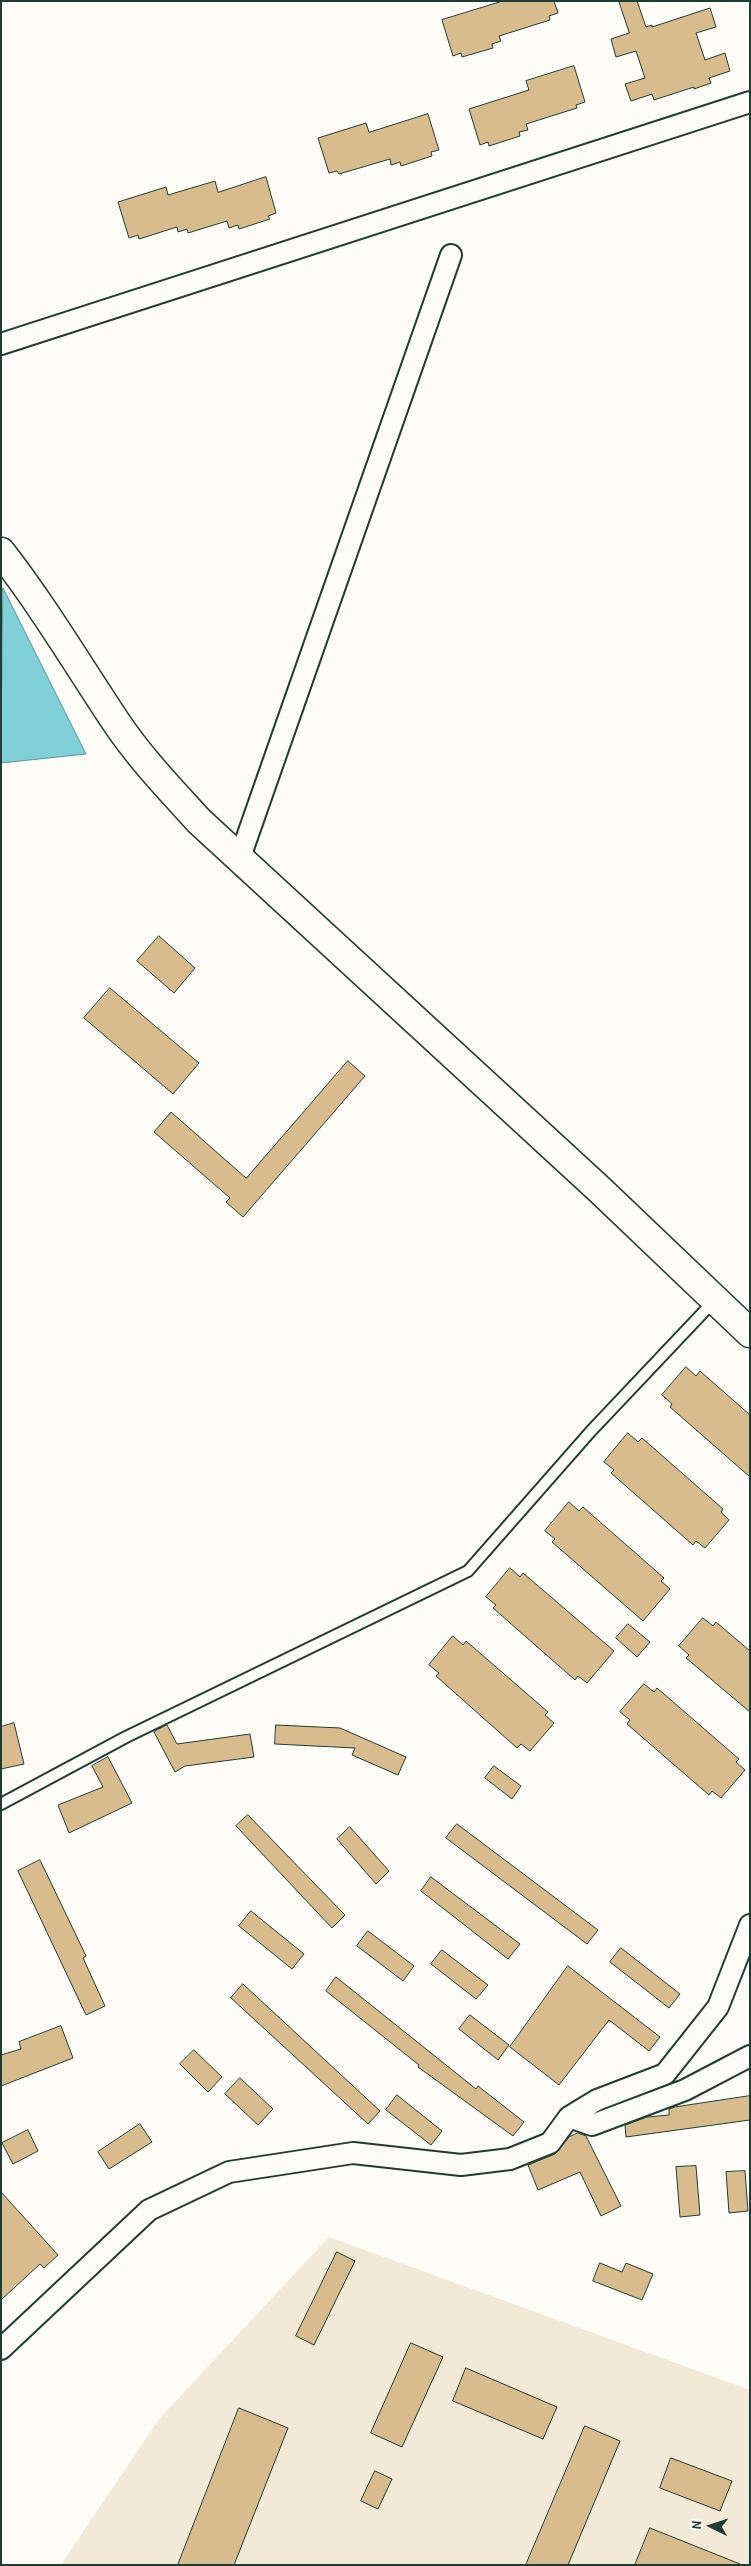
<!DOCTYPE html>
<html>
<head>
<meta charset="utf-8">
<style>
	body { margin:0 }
	#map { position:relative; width:751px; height:2566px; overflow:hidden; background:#fdfcf7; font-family:"Patrick Hand",sans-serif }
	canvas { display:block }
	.frame { position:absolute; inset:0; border:2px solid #1f3d34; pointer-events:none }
	.north { position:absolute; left:686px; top:2501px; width:50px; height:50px; -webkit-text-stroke:4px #fdfcf7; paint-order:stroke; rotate:274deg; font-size:14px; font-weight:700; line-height:20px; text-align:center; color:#1f3d34 }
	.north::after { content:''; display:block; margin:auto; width:18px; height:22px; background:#1f3d34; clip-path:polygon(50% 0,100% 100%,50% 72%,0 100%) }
</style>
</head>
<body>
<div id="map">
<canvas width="751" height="2566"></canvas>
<div class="frame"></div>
<div class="north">N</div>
</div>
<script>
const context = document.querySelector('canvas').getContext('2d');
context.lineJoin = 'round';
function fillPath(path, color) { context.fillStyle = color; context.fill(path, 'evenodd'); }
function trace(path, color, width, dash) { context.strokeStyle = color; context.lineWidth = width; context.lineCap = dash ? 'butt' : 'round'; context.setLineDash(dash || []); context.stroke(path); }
const built = new Path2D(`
	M 329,2237 L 750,2390 L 750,2565 L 61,2565 L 159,2419 Z`);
const water = new Path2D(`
	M 3,588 L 86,754 L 1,763 Z`);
const building = new Path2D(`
	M 503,1 L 554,1 L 558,13 L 549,16 L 550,20 L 499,36 L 501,41 L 492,44 L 493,48 L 462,57 L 461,53 L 453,56 L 442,20 Z
	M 619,1 L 637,1 L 646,27 L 652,25 L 652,27 L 710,8 L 716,27 L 696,33 L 705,60 L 725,53 L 730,71 L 709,78 L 711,83 L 694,89 L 694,87 L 654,100 L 652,94 L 631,101 L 625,84 L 645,78 L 636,51 L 616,57 L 611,39 L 629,33 Z
	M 574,66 L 585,102 L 576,105 L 577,108 L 526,124 L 528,130 L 519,132 L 520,136 L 489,146 L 488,142 L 480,145 L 469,109 L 529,90 L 526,81 Z
	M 428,114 L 439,150 L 431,152 L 432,156 L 401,166 L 400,162 L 391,165 L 390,159 L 339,174 L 337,171 L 329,173 L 318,138 L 366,123 L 369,132 Z
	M 266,177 L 276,213 L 268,216 L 270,219 L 239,229 L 238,225 L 229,228 L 227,221 L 188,233 L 187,229 L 178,232 L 177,227 L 139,239 L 138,235 L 129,238 L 118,202 L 166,187 L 168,195 L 215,181 L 218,192 Z
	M 159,936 L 195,968 L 174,993 L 137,961 Z
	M 110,988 L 199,1063 L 173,1094 L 84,1018 Z
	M 348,1061 L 365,1076 L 243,1217 L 226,1202 L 230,1198 L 154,1132 L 171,1112 L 246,1178 Z
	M 686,1367 L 696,1376 L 700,1371 L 750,1415 L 750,1477 L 670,1407 L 672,1404 L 662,1395 Z
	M 628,1433 L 638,1442 L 642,1438 L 723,1509 L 721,1512 L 729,1520 L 705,1548 L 696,1541 L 693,1545 L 611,1473 L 614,1470 L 604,1462 Z
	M 569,1502 L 579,1511 L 583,1507 L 664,1578 L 661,1581 L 670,1589 L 643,1621 L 552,1542 L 555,1539 L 545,1531 Z
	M 510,1568 L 520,1577 L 523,1573 L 614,1651 L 587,1683 L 578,1676 L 575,1680 L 493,1608 L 496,1605 L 486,1597 Z
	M 703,1618 L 713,1626 L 716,1622 L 750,1651 L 750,1712 L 686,1658 L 689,1655 L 679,1646 Z
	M 628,1624 L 650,1642 L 637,1657 L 616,1638 Z
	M 453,1636 L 463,1645 L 466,1641 L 548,1712 L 545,1715 L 554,1723 L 530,1751 L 521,1744 L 517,1748 L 436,1676 L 439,1673 L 429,1665 Z
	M 644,1684 L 654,1692 L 657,1688 L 739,1759 L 736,1762 L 745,1770 L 721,1798 L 712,1791 L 709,1795 L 627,1724 L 630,1720 L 620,1712 Z
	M 14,1723 L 24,1764 L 1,1769 L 1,1727 Z
	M 167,1725 L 177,1744 L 250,1734 L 254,1757 L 185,1766 L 175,1772 L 154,1732 Z
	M 276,1725 L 340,1728 L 406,1757 L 398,1775 L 352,1755 L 355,1748 L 275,1744 Z
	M 108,1757 L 132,1803 L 69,1833 L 58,1805 L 103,1787 L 92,1766 Z
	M 494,1766 L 521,1786 L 512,1799 L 485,1778 Z
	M 248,1815 L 345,1915 L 332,1928 L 236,1826 Z
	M 457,1824 L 598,1930 L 587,1944 L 446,1838 Z
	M 350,1827 L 389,1871 L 376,1884 L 337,1839 Z
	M 40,1860 L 86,1956 L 83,1958 L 105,2006 L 86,2015 L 18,1871 Z
	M 431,1877 L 520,1944 L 508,1959 L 421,1891 Z
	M 251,1911 L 304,1954 L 292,1969 L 239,1926 Z
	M 368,1931 L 414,1966 L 403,1981 L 357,1946 Z
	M 621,1948 L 680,1994 L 669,2008 L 610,1962 Z
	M 442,1950 L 488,1985 L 476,1999 L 431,1964 Z
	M 568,1966 L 660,2037 L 649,2051 L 609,2020 L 559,2085 L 510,2047 Z
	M 336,1977 L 476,2089 L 478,2086 L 524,2122 L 513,2136 L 418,2067 L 419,2065 L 326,1991 Z
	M 243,1984 L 380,2111 L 368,2124 L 231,1998 Z
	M 470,2015 L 509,2045 L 498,2060 L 459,2029 Z
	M 61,2026 L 73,2058 L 1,2086 L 1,2055 L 21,2049 L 19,2042 Z
	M 194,2050 L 222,2077 L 208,2092 L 180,2064 Z
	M 240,2078 L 273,2109 L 258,2125 L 225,2094 Z
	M 397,2095 L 442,2131 L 431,2145 L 386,2110 Z
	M 750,2096 L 750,2120 L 626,2137 L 625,2125 L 647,2117 L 669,2115 L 669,2109 L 675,2107 Z
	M 140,2124 L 152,2142 L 109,2169 L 98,2152 Z
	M 28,2130 L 38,2151 L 13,2164 L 2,2143 Z
	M 578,2133 L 586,2136 L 621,2206 L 601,2216 L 580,2172 L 538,2190 L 528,2165 L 555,2154 L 569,2137 Z
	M 696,2166 L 700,2215 L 680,2217 L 676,2167 Z
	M 745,2171 L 748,2211 L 729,2213 L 726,2172 Z
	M 1,2192 L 58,2255 L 44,2268 L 40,2264 L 1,2300 Z
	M 337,2252 L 355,2261 L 314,2345 L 296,2336 Z
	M 600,2263 L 622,2272 L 626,2263 L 653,2274 L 642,2300 L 593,2281 Z
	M 411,2343 L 443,2357 L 402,2447 L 371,2433 Z
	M 466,2368 L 557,2407 L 543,2439 L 453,2401 Z
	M 239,2408 L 288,2428 L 234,2565 L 178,2565 Z
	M 585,2426 L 620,2441 L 568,2565 L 526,2565 Z
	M 671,2458 L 732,2481 L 720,2511 L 660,2488 Z
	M 375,2471 L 392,2479 L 378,2509 L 361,2501 Z
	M 650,2528 L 740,2564 L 740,2565 L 635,2565 Z`);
const lane = new Path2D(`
	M 1,1804 L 126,1737 L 468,1571 L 591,1431 L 714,1301`);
const street = new Path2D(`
	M 1,344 L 750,102
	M 239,860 L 451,255
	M 569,2117 L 592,2125 L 685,2090 L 750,2056
	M 1,2349 L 149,2210 L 229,2172 L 353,2153 L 461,2165 L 510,2159 L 550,2143 L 569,2117 L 597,2100 L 665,2074 L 718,2007 L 750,1925`);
const secondary = new Path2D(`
	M 1,552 C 43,606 78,665 116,722 C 140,758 170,789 199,821 L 599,1189 L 750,1333`);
fillPath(built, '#f2e9d7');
fillPath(water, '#7fd0d7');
trace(water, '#599596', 1);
fillPath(building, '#d8bc8d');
trace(building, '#1f3d34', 1);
trace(lane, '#1f3d34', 14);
trace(street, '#1f3d34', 24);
trace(secondary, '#1f3d34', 31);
trace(lane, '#fdfcf7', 10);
trace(street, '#fdfcf7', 20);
trace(secondary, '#fdfcf7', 28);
</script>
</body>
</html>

* TASK ITEM *
In the entries, how many lines include the string "canvas"? Only the number should be given.

* RESULT OF THIS EXERCISE *
3